Kasoor () is a 2001 Indian Hindi psychological suspense thriller film produced under Mukesh Bhatt's Vishesh Films and directed by Vikram Bhatt. It features Aftab Shivdasani in his second Bollywood appearance and Lisa Ray in her Bollywood debut. Ray's voice was dubbed by Divya Dutta. The film also stars Apoorva Agnihotri, Irrfan Khan and Ashutosh Rana in supporting roles. It was released on 2 February 2001. The film is an unofficial remake of the 1985 Hollywood film Jagged Edge which stars Jeff Bridges and Glenn Close. The movie was a critical and commercial success.

Plot
The film starts with the murder of Priti, wife of Shekhar, a wealthy and well-known journalist. Inspector Lokhande investigates the case and accuses Shekhar of the murder, saying he has enough evidence to arrest and convict him. However upon getting bail from the court, Shekhar asks his lawyer to fight his case for him however his  lawyer tells him that he will not be able to fight his case because he is a corporate lawyer and only fights civil cases. He suggests Shekhar to ask  Simran Bhargav, who is a skilled criminal lawyer in his firm to fight his case.

Shekhar goes to Simran's house to convince her to take his case. Simran tells Shekhar that she'll defend him only if she is convinced that he is innocent. Simran is battling inner demons over a case in which she got a man convicted for crime he had not committed. Her guilt increases when she learns that the innocent man had committed suicide in custody.
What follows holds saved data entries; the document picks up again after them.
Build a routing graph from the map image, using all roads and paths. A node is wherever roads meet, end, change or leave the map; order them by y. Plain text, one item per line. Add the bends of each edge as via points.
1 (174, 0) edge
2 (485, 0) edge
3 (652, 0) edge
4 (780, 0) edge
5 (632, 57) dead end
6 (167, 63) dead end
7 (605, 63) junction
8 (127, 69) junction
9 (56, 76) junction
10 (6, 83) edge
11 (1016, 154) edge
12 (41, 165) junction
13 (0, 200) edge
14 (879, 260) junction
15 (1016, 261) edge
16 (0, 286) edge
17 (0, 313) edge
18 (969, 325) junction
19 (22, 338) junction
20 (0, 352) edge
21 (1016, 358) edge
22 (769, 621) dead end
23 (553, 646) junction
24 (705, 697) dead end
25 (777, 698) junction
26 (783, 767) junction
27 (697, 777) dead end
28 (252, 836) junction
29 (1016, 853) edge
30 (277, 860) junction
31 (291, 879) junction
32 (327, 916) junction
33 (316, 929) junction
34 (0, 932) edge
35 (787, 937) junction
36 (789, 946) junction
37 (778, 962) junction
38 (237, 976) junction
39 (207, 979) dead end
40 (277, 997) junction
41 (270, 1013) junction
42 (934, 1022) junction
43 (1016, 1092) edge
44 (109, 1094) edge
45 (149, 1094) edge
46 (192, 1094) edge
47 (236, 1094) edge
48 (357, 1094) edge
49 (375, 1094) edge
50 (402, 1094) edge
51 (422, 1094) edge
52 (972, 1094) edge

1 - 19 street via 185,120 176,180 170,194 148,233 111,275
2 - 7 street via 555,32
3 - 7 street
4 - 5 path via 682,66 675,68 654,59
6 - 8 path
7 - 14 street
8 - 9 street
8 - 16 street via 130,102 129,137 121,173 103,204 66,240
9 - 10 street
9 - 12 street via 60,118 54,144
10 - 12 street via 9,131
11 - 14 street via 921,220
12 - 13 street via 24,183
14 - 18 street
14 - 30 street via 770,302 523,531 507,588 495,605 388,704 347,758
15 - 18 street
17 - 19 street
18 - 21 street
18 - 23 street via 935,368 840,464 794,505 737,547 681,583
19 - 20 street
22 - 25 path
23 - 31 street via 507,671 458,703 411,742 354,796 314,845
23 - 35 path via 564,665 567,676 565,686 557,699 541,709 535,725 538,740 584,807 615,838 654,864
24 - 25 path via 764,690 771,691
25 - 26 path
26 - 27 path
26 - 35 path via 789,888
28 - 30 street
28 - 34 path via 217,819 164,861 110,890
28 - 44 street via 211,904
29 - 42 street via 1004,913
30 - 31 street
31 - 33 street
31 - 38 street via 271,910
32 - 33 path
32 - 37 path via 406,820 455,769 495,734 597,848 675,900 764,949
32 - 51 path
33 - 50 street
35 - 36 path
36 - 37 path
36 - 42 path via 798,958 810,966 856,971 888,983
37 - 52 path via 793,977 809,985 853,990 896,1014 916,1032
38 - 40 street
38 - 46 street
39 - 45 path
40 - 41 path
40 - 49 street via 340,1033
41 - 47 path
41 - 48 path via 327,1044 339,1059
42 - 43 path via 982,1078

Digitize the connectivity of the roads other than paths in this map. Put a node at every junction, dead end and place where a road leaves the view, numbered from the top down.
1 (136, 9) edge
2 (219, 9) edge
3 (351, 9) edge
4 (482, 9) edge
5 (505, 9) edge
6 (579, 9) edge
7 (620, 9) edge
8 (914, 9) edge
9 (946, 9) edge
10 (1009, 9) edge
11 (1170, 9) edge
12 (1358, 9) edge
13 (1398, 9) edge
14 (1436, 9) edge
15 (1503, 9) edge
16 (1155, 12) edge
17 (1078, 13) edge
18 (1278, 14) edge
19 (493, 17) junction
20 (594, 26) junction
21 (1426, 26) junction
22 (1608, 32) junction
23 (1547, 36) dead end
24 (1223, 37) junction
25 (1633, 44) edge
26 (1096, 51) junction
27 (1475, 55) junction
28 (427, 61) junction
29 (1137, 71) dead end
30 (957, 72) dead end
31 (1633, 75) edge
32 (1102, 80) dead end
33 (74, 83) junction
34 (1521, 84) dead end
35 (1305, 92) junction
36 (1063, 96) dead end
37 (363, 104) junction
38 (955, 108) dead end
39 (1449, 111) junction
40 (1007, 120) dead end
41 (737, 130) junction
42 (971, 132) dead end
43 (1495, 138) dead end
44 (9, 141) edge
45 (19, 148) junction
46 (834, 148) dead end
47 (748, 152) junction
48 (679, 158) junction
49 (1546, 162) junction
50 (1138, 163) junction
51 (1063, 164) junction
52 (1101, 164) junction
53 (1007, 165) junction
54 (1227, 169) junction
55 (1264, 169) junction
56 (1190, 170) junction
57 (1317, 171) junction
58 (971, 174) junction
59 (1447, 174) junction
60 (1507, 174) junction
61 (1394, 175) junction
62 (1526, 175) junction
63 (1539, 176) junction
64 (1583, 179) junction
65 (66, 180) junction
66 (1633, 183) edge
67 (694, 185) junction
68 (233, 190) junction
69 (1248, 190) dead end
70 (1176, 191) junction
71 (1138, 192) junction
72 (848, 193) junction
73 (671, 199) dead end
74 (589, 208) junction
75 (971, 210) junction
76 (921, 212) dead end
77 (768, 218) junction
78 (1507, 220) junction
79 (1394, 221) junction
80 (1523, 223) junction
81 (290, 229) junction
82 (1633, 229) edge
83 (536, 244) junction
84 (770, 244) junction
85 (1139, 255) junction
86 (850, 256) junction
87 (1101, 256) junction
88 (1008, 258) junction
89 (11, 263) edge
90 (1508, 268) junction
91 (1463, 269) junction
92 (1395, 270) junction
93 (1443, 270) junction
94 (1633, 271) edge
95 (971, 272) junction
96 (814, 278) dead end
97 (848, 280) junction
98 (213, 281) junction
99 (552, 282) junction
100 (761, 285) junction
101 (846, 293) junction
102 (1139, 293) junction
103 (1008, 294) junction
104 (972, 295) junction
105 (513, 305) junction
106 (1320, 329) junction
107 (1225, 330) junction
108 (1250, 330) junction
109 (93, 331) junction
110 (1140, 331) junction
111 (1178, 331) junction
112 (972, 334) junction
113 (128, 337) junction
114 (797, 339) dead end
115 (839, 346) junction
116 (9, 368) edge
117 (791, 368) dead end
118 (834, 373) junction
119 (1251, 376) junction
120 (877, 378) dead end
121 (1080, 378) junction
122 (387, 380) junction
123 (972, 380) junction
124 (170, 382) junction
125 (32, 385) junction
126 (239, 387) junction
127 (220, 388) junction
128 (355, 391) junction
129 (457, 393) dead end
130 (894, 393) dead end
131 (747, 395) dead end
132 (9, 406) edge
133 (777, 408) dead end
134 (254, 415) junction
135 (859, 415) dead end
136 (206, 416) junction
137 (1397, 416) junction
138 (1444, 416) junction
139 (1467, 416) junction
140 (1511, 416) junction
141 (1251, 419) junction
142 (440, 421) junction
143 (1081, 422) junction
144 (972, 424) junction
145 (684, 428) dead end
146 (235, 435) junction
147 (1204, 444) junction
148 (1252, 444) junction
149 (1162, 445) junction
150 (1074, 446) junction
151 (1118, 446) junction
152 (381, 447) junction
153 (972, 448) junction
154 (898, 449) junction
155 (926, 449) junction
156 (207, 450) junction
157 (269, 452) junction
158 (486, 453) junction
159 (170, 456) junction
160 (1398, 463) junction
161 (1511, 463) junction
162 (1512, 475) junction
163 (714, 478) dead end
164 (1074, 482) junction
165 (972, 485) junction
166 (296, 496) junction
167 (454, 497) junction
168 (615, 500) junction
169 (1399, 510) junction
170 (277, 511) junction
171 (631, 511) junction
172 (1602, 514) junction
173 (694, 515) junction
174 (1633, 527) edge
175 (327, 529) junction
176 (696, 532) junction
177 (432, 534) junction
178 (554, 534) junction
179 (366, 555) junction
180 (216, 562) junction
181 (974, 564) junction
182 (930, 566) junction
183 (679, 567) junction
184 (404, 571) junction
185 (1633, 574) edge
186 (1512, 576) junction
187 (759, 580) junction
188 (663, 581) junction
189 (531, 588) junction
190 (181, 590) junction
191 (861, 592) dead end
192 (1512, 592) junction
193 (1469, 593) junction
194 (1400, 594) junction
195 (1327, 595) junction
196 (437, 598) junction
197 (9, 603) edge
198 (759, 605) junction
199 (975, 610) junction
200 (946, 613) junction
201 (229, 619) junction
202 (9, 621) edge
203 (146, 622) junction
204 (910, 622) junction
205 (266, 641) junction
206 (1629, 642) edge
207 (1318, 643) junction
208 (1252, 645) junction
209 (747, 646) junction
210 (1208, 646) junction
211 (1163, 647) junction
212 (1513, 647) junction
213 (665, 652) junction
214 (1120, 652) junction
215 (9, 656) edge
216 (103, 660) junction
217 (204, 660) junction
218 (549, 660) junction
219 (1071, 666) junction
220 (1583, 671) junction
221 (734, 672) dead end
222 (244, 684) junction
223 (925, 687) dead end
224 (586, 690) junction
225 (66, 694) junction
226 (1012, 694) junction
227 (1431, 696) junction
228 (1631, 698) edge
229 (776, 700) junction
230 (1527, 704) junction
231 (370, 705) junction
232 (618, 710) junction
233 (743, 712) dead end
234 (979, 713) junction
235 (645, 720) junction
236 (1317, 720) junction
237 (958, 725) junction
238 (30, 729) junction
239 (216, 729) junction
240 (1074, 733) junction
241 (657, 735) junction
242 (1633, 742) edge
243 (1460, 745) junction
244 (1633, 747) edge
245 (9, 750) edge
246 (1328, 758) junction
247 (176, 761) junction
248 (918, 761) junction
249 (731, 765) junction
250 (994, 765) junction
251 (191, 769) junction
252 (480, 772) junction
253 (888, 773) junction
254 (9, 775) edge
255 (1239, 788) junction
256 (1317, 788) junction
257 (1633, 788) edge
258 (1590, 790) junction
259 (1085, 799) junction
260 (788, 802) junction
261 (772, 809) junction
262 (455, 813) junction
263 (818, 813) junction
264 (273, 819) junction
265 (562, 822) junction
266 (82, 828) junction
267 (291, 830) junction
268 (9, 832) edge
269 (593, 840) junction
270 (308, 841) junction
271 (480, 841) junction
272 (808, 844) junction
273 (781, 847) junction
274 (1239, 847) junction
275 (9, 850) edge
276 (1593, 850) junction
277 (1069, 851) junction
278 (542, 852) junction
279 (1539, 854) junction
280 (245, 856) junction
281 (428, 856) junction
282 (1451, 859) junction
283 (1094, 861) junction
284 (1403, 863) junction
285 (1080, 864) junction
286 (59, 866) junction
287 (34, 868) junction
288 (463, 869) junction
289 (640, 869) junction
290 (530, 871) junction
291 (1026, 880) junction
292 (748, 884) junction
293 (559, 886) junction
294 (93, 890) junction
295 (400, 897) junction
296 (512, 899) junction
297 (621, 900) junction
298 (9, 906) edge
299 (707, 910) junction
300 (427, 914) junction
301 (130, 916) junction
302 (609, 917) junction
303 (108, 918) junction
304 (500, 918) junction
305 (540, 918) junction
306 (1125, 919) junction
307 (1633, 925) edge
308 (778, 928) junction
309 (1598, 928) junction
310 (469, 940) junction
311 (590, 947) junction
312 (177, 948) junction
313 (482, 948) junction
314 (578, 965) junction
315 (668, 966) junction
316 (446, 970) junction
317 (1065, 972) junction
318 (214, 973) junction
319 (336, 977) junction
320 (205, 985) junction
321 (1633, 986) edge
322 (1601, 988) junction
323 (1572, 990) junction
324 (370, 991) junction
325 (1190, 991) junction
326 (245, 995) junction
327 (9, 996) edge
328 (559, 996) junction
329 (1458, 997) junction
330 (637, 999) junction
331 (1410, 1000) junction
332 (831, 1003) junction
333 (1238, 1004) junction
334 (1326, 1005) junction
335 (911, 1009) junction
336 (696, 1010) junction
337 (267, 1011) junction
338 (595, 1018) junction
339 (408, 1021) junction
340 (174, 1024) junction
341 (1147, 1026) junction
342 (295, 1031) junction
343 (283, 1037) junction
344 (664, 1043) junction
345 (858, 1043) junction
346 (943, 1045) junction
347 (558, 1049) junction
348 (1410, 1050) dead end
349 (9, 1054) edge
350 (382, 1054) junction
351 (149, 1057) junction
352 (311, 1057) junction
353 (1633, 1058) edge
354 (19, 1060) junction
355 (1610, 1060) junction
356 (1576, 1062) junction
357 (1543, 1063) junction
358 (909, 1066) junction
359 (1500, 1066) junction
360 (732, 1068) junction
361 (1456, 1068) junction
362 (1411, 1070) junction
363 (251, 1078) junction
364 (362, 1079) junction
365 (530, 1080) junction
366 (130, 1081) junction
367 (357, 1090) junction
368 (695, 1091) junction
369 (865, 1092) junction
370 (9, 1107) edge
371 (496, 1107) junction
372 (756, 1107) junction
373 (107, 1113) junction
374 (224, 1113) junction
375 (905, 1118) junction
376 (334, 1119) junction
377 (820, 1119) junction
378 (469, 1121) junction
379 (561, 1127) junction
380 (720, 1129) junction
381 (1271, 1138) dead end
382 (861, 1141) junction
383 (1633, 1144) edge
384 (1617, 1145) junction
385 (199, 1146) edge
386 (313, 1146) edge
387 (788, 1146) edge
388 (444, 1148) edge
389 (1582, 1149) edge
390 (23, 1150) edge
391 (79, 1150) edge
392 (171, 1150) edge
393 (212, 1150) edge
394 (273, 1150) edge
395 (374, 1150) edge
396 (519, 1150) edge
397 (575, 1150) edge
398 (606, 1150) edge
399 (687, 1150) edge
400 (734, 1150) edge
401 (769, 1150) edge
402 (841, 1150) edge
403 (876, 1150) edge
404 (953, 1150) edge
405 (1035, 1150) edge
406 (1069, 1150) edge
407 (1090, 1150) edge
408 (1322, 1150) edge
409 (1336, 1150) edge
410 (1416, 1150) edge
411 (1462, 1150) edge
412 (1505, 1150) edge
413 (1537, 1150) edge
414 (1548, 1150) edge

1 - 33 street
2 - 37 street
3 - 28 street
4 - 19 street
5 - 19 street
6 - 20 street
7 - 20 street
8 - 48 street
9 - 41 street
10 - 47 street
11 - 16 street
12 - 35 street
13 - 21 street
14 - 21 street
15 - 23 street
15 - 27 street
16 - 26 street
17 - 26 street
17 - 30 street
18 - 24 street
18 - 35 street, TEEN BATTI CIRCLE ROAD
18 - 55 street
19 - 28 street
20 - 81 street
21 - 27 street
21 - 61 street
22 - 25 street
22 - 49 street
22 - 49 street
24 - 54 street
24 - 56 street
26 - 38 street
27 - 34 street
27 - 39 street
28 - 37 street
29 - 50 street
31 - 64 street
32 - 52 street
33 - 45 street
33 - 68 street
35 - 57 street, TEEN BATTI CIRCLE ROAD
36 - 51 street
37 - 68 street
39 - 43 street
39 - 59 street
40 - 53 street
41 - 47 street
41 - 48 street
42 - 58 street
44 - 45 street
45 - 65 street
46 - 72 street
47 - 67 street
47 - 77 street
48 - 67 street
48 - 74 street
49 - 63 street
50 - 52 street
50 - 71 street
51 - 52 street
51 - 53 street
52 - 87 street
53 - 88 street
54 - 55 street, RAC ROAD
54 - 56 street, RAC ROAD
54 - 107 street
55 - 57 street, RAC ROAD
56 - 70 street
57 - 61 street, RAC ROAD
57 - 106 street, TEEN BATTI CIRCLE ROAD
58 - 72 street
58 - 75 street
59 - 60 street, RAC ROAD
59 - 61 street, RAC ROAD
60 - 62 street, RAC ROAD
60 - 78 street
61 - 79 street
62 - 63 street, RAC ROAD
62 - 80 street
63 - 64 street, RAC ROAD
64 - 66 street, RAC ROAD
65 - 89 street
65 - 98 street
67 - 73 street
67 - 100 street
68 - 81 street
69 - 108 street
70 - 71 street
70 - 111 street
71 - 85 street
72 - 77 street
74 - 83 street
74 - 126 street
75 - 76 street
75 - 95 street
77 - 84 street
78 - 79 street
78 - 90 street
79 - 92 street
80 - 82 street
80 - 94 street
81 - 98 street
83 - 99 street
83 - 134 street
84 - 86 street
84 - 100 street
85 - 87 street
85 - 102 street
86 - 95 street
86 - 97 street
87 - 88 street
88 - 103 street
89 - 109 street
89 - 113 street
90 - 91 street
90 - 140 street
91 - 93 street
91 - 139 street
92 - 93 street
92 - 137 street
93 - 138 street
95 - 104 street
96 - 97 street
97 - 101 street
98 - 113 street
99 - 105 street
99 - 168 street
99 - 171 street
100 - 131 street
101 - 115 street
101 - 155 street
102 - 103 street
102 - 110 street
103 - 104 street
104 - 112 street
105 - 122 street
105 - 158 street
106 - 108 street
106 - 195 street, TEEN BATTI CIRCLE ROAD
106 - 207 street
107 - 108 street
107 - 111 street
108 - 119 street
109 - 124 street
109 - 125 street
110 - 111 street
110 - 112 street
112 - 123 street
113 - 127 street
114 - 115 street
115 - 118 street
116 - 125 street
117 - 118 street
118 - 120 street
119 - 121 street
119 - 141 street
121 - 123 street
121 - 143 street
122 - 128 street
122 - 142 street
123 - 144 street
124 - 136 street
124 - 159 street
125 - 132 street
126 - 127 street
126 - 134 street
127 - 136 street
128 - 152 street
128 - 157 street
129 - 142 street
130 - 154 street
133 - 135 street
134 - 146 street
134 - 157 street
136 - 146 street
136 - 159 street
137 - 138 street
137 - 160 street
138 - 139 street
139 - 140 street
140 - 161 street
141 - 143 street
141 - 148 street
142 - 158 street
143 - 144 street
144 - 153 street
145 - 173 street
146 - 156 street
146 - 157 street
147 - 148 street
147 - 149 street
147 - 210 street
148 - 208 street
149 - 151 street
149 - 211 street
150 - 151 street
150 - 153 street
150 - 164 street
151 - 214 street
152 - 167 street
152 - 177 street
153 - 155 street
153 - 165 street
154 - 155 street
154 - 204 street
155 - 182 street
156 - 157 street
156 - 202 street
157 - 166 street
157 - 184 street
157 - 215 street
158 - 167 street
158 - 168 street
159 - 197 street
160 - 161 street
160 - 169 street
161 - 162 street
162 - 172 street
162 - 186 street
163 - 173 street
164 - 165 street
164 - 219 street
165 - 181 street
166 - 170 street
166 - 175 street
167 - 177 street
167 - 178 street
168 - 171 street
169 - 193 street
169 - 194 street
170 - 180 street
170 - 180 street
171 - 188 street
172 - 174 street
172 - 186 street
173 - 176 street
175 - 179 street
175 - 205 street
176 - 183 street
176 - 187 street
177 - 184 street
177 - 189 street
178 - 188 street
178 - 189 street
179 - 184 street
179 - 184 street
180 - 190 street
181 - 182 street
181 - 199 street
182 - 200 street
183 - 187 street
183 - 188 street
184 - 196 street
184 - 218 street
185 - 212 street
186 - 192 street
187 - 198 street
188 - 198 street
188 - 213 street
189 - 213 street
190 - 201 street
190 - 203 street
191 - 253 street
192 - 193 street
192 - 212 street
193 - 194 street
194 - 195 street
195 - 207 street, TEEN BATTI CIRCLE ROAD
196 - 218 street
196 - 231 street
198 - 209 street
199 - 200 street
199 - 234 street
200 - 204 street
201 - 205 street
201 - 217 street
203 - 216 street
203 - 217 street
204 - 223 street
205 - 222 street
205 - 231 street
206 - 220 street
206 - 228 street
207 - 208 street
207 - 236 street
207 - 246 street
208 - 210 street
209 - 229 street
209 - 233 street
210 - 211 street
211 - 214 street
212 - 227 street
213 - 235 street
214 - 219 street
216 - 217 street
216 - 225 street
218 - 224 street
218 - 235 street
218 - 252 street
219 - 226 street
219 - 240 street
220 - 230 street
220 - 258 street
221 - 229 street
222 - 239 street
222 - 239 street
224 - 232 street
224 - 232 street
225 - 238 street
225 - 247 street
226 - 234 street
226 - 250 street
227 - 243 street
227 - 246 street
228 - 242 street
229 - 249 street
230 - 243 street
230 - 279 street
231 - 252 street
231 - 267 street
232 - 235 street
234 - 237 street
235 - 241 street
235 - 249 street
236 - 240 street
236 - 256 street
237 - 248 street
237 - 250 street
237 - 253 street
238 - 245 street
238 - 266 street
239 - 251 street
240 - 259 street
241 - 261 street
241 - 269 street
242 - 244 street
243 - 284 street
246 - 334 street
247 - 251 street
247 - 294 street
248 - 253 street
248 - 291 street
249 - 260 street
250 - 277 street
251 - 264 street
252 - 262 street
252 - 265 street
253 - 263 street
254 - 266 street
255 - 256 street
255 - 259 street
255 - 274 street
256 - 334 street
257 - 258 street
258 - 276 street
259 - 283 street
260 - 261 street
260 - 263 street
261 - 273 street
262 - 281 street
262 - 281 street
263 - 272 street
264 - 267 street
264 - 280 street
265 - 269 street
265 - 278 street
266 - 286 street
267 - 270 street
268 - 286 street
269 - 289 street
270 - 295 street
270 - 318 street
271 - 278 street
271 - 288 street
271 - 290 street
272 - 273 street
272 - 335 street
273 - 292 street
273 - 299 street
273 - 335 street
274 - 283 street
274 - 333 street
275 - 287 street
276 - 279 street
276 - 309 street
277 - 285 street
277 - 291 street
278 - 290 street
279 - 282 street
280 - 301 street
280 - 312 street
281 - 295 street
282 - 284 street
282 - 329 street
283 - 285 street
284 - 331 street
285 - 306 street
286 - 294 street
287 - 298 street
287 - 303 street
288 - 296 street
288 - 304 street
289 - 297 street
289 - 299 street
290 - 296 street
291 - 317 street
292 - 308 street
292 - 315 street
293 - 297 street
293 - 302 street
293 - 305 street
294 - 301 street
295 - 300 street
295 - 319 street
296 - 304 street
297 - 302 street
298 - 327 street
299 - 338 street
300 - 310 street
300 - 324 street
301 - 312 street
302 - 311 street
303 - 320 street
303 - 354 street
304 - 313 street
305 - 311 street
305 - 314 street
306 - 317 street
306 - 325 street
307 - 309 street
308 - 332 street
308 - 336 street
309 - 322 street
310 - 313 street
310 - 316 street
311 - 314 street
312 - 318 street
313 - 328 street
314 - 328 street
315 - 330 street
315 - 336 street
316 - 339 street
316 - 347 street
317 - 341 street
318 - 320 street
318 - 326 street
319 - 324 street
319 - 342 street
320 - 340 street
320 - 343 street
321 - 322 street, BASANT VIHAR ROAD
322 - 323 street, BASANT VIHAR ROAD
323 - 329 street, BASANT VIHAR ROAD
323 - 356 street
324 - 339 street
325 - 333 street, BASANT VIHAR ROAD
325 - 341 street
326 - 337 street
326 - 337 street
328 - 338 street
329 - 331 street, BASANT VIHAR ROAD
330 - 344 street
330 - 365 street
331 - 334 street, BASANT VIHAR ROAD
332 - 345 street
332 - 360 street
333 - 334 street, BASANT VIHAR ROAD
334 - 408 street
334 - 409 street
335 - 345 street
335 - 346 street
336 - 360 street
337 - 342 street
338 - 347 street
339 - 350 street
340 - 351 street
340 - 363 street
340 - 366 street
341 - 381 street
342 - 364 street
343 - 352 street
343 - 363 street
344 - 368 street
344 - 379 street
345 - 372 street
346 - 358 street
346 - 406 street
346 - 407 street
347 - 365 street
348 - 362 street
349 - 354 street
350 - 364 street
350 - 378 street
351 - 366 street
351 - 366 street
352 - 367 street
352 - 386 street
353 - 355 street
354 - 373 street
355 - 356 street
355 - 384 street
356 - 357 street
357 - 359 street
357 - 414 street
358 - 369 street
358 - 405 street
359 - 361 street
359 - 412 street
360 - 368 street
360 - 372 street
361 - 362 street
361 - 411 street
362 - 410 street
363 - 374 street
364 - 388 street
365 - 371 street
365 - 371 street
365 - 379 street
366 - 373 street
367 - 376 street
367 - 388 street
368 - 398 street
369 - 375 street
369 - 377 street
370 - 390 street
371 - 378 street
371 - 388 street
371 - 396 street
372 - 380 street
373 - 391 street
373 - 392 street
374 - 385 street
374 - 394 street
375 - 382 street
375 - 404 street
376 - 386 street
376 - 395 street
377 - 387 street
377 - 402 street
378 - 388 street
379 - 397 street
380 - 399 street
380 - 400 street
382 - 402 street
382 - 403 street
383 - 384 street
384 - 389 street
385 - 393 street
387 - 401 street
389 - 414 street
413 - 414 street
While representing Shekhar, whom she considers innocent, Simran falls in love with him – a part of Shekhar's plan to win her trust. They end up having intimate, passionate and sensual sex. Throughout the case a mysterious man sends clues to Simran which helps her prove Shekhar's innocence. It is revealed that Shekhar was having an affair with another woman and his wife Priti was having an affair with Jimmy Parena. When Simran learns this she is heartbroken and decides to leave the case but Amit tells her to keep fighting the case. After the court declares Shekhar innocent, Simran spends the night with Shekhar at his house. The next morning, while opening his closet, she finds a typewriter hidden between sheets.

The typewriter proved to be the one the mysterious man used to write clue letters to Simran with earlier. Simran realizes this because the typed letters all have a flyaway 't' on them.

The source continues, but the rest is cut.